At Quantico he was taught to read maps, evaluate terrain, call in air and artillery strikes, maneuver his squads and fire teams with skill—and here he was, stuck in a goddamned steel pipe three hundred feet under water, shooting it out with pistols in a room with two hundred hydrogen bombs!
It was time to do something. He knew what that had to be—but Ramius moved first. Out the corner of his eye he caught the shape of the captain running toward the forward bulkhead. Ramius leaped at the bulkhead and flicked a light switch on as the enemy fired at him. Ryan tossed the clip to the right and ran forward. The agent turned to his left to see what the noise was, sure that a cooperative move had been planned.
As Ryan covered the distance between the last two missile tubes he saw Ramius go down. Ryan dove past the number one missile tube. He landed on his left side, ignoring the pain that set his arm on fire as he rolled to line up his target. The man was turning as Ryan jerked off six shots. Ryan didn't hear himself screaming. Two rounds connected. The agent was lifted off the deck and twisted halfway around from the impact. His pistol dropped from his hand as he fell limp to the deck.
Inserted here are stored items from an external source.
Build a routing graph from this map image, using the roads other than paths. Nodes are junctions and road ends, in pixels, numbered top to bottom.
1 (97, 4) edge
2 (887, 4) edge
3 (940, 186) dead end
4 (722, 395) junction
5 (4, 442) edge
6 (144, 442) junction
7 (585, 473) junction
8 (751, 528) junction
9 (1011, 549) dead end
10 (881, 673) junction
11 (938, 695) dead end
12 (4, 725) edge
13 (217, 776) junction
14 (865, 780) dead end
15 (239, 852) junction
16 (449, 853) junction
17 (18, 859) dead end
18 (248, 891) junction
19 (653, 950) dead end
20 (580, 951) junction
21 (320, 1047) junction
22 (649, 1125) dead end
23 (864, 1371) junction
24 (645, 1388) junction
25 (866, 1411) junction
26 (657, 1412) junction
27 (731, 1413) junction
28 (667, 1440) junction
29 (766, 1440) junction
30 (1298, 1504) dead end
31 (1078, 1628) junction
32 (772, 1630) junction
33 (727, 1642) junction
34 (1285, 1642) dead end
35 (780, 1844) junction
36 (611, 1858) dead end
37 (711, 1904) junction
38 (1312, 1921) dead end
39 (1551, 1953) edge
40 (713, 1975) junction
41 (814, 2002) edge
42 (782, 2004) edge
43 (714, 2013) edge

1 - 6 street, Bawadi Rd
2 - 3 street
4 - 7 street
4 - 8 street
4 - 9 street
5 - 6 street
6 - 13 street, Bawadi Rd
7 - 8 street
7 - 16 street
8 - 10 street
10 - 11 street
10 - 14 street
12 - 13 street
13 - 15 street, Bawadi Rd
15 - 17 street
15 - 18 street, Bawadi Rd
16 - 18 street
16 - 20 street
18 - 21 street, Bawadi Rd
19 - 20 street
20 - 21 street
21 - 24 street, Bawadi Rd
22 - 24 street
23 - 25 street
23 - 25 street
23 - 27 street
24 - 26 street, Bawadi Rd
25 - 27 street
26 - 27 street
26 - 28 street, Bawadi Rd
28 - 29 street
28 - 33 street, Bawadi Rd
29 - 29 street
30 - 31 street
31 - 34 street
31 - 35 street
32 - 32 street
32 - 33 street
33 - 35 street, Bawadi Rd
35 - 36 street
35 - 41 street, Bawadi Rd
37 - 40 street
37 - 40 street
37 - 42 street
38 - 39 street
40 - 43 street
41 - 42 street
Ryan was shaking too badly to get up at once. The pistol, still tight in his hand, was aimed at his victim's chest. He was breathing hard and his heart was racing. Ryan closed his mouth and tried to swallow a few times; his mouth was as dry as cotton. He got slowly to his knees. The agent was still alive, lying on his back, eyes open and still breathing. Ryan had to use his hand to stand up.
He'd been hit twice, Ryan saw, once in the upper left chest and once lower down, about where the liver and spleen are. The lower wound was a wet red circle which the man's hands clutched. He was in his early twenties, if that, and his clear blue eyes were staring at the overhead while he tried to say something. His face was rigid with pain as he mouthed words, but all that came out was an unintelligible gurgle.
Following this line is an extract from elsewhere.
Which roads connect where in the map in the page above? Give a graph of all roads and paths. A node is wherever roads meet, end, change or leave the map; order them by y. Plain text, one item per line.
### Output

"Captain," Ryan called, "you okay?"
"I am wounded, but I think I shall live, Ryan. Who is it?"
"How the hell should I know?"
The blue eyes fixed on Jack's face. Whoever he was, he knew death was coming to him. The pain on the face was replaced by something else. Sadness, an infinite sadness . . .He was still trying to speak. A pink froth gathered at the corners of his mouth. Lung shot. Ryan moved closer, kicking the gun clear and kneeling down beside him.
"We could have made a deal," he said quietly.
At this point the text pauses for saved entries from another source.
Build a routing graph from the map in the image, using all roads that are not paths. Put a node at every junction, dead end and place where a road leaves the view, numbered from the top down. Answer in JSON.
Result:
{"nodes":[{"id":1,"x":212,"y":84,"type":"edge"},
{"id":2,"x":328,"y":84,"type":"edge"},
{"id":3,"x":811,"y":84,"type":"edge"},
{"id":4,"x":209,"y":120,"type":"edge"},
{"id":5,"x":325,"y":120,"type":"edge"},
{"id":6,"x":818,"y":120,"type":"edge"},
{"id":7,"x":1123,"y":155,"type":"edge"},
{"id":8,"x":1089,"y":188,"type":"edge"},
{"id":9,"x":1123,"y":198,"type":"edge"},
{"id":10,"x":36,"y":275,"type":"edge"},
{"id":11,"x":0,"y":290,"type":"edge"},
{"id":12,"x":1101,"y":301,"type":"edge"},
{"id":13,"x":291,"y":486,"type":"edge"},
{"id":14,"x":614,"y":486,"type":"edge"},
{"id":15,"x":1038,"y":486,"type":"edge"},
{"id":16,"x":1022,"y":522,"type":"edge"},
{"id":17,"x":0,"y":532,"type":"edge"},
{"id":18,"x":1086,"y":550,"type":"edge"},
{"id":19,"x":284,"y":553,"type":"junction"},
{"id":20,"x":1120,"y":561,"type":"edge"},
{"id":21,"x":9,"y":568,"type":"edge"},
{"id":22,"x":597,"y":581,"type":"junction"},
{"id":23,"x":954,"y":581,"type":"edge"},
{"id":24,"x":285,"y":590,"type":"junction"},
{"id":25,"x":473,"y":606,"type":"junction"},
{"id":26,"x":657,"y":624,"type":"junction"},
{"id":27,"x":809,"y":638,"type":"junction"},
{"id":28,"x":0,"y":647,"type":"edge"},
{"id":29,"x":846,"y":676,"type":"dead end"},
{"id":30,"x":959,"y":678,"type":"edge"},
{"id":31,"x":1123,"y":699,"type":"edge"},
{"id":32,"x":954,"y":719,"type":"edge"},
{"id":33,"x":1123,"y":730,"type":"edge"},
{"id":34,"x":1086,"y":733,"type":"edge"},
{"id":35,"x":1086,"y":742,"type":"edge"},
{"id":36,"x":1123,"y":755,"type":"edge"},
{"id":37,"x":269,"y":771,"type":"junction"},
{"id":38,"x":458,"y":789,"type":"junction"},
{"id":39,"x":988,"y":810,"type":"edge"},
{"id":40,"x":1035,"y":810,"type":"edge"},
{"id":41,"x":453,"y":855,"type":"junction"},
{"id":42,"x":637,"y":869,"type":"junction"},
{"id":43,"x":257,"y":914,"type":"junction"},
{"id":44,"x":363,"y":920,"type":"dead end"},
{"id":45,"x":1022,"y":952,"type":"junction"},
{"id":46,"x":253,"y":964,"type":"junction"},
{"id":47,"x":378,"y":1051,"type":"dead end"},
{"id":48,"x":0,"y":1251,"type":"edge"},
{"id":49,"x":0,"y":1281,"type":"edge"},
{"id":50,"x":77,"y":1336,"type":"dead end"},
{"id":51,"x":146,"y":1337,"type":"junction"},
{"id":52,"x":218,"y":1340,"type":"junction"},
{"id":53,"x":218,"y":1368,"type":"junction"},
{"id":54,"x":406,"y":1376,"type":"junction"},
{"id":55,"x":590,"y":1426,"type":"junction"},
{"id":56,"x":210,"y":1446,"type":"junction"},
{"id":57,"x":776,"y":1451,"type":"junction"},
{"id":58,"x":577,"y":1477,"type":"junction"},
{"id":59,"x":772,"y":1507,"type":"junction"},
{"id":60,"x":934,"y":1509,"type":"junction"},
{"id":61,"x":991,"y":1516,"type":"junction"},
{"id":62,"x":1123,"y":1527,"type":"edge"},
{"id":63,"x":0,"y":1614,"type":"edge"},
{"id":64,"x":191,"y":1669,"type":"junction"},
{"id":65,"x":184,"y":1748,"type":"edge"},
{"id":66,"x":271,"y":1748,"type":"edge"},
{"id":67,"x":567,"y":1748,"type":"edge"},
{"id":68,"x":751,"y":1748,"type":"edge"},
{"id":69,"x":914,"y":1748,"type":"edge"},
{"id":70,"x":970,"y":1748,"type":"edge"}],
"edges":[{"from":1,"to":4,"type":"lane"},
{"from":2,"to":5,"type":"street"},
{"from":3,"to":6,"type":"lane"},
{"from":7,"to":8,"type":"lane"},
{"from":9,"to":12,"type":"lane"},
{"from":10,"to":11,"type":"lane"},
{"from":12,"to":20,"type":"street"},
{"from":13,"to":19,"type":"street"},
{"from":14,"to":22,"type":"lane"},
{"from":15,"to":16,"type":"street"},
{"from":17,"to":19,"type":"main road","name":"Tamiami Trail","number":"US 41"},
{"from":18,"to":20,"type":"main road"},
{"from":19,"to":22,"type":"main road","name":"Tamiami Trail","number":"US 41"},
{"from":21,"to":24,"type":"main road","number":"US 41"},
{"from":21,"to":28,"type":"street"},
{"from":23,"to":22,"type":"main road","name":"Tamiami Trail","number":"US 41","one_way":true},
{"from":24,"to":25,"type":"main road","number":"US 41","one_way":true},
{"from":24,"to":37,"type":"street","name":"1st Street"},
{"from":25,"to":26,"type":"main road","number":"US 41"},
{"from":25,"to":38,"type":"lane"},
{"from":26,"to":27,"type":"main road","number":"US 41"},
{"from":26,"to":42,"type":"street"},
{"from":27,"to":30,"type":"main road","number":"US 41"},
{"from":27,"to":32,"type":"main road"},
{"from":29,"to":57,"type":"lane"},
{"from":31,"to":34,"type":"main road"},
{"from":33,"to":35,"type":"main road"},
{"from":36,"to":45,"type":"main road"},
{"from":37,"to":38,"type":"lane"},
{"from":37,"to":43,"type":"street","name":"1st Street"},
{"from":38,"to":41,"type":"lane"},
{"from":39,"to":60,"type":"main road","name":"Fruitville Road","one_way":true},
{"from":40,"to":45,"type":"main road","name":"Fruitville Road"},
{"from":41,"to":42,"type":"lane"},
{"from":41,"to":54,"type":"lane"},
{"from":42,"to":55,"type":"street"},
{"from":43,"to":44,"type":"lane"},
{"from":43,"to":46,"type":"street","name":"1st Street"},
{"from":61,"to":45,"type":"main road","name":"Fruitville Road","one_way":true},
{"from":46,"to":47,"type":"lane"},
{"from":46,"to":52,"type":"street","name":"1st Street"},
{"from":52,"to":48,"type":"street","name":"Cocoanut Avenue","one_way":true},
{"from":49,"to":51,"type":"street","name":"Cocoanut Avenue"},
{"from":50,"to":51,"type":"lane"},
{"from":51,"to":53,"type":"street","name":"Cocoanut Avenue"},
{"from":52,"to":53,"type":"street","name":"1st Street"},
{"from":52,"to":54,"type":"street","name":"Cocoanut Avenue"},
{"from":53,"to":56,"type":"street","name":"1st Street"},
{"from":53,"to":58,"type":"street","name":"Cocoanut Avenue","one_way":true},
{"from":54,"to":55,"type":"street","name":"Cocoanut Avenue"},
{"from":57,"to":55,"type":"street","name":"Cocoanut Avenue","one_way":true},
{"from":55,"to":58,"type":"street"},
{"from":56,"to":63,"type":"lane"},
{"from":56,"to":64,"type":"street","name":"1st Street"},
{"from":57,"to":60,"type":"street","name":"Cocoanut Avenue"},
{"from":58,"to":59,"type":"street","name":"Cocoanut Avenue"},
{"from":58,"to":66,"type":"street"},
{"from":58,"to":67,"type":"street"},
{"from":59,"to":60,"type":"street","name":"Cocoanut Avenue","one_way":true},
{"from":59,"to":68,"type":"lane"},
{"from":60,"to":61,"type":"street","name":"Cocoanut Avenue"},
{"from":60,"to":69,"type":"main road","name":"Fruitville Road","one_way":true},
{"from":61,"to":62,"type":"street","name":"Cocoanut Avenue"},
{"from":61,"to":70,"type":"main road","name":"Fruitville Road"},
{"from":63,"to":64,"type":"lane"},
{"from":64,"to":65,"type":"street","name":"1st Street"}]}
The agent tried to say something, but Ryan couldn't understand it. A curse, a call for his mother, something heroic? Jack would never know. The eyes went wide with pain one last time. The last breath hissed out through the bubbles and the hands on the belly went limp. Ryan checked for a pulse at the neck. There was none.
"I'm sorry." Ryan reached down to close his victim's eyes. He was sorry—why? Tiny beads of sweat broke out all over his forehead, and the strength he had drawn up in the shootout deserted him. A sudden wave of nausea overpowered him. "Oh, Jesus, I'm—" He dropped to all fours and threw up violently, his vomit spilling through the grates onto the lower deck ten feet below. For a whole minute his stomach heaved, well past the time he was dry. He had to spit several times to get the worst of the taste from his mouth before standing.
Dizzy from the stress and the quart of adrenalin that had been pumped into his system, he shook his head a few times, still looking at the dead man at his feet. It was time to come back to reality.
Ramius had been hit in the upper leg. It was bleeding. Both his hands, covered with blood, were placed on the wound, but it didn't look that bad.